Skip the images and copy each record exactly as written.

**DATASET EXCERPTS:**
· · · ·

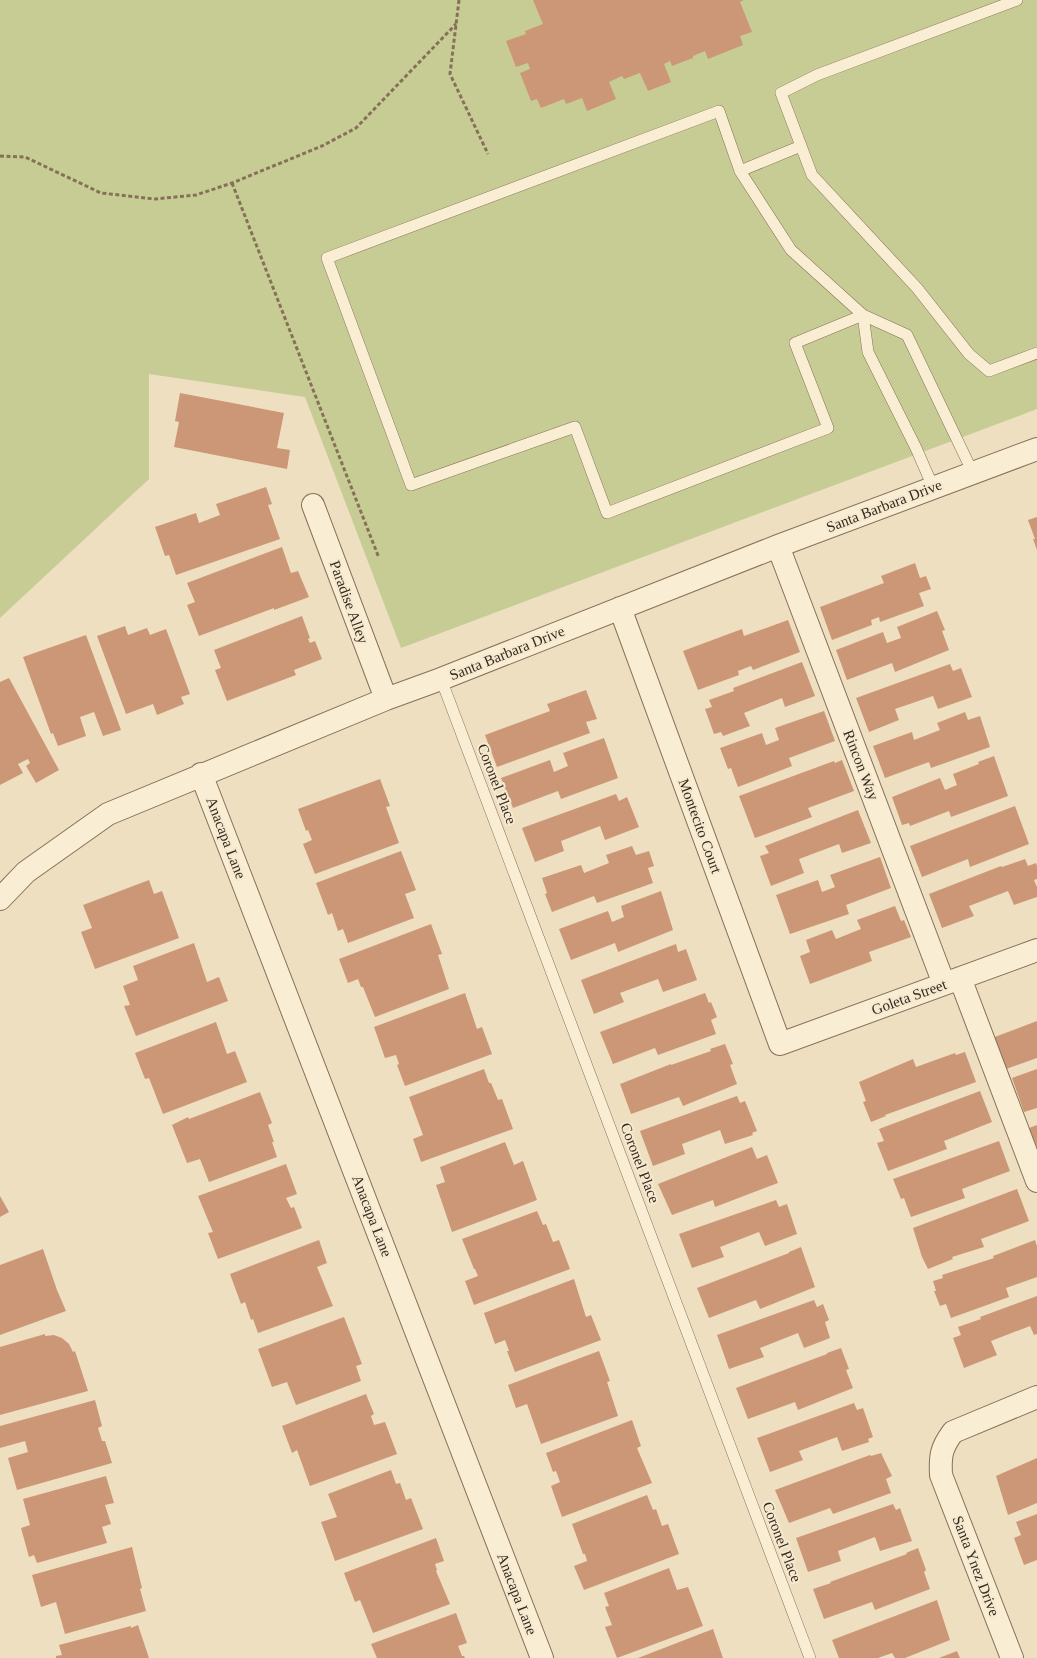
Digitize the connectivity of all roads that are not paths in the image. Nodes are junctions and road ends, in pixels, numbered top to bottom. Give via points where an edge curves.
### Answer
1 (1017, 0) edge
2 (801, 146) junction
3 (740, 170) junction
4 (863, 315) junction
5 (1037, 353) edge
6 (1037, 449) edge
7 (973, 473) junction
8 (933, 487) junction
9 (313, 505) dead end
10 (778, 546) junction
11 (620, 608) junction
12 (441, 680) junction
13 (386, 699) junction
14 (201, 774) junction
15 (0, 899) edge
16 (1037, 950) edge
17 (952, 981) junction
18 (780, 1044) joint
19 (1037, 1181) edge
20 (1037, 1397) edge
21 (542, 1658) edge
22 (810, 1658) edge
23 (1012, 1658) edge

1 - 2 lane via 817,75 781,94
2 - 3 lane
2 - 5 lane via 812,175 917,288 969,354 989,372
3 - 4 lane via 791,250
3 - 4 lane via 719,112 327,258 411,485 575,427 607,513 828,428 795,343
4 - 7 lane via 907,335
4 - 8 lane via 868,352
6 - 7 street, Santa Barbara Drive
7 - 8 street, Santa Barbara Drive
8 - 10 street, Santa Barbara Drive
9 - 13 street, Paradise Alley
10 - 11 street, Santa Barbara Drive
10 - 17 street, Rincon Way
11 - 12 street, Santa Barbara Drive
11 - 18 street, Montecito Court
12 - 13 street, Santa Barbara Drive
12 - 22 lane, Coronel Place
13 - 14 street, Santa Barbara Drive
14 - 15 street, Santa Barbara Drive via 108,814 26,872
14 - 21 street, Anacapa Lane
16 - 17 street, Goleta Street
17 - 18 street, Goleta Street
17 - 19 street, Rincon Way
20 - 23 street, Santa Ynez Drive via 953,1432 944,1443 940,1458 941,1475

· · · ·

**RESULT FOR THIS EXERCISE:**
Digitize the connectivity of all roads that are not paths in the image. Nodes are junctions and road ends, in pixels, numbered top to bottom. Give via points where an edge curves.
### Answer
1 (1017, 0) edge
2 (801, 146) junction
3 (740, 170) junction
4 (863, 315) junction
5 (1037, 353) edge
6 (1037, 449) edge
7 (973, 473) junction
8 (933, 487) junction
9 (313, 505) dead end
10 (778, 546) junction
11 (620, 608) junction
12 (441, 680) junction
13 (386, 699) junction
14 (201, 774) junction
15 (0, 899) edge
16 (1037, 950) edge
17 (952, 981) junction
18 (780, 1044) joint
19 (1037, 1181) edge
20 (1037, 1397) edge
21 (542, 1658) edge
22 (810, 1658) edge
23 (1012, 1658) edge

1 - 2 lane via 817,75 781,94
2 - 3 lane
2 - 5 lane via 812,175 917,288 969,354 989,372
3 - 4 lane via 791,250
3 - 4 lane via 719,112 327,258 411,485 575,427 607,513 828,428 795,343
4 - 7 lane via 907,335
4 - 8 lane via 868,352
6 - 7 street, Santa Barbara Drive
7 - 8 street, Santa Barbara Drive
8 - 10 street, Santa Barbara Drive
9 - 13 street, Paradise Alley
10 - 11 street, Santa Barbara Drive
10 - 17 street, Rincon Way
11 - 12 street, Santa Barbara Drive
11 - 18 street, Montecito Court
12 - 13 street, Santa Barbara Drive
12 - 22 lane, Coronel Place
13 - 14 street, Santa Barbara Drive
14 - 15 street, Santa Barbara Drive via 108,814 26,872
14 - 21 street, Anacapa Lane
16 - 17 street, Goleta Street
17 - 18 street, Goleta Street
17 - 19 street, Rincon Way
20 - 23 street, Santa Ynez Drive via 953,1432 944,1443 940,1458 941,1475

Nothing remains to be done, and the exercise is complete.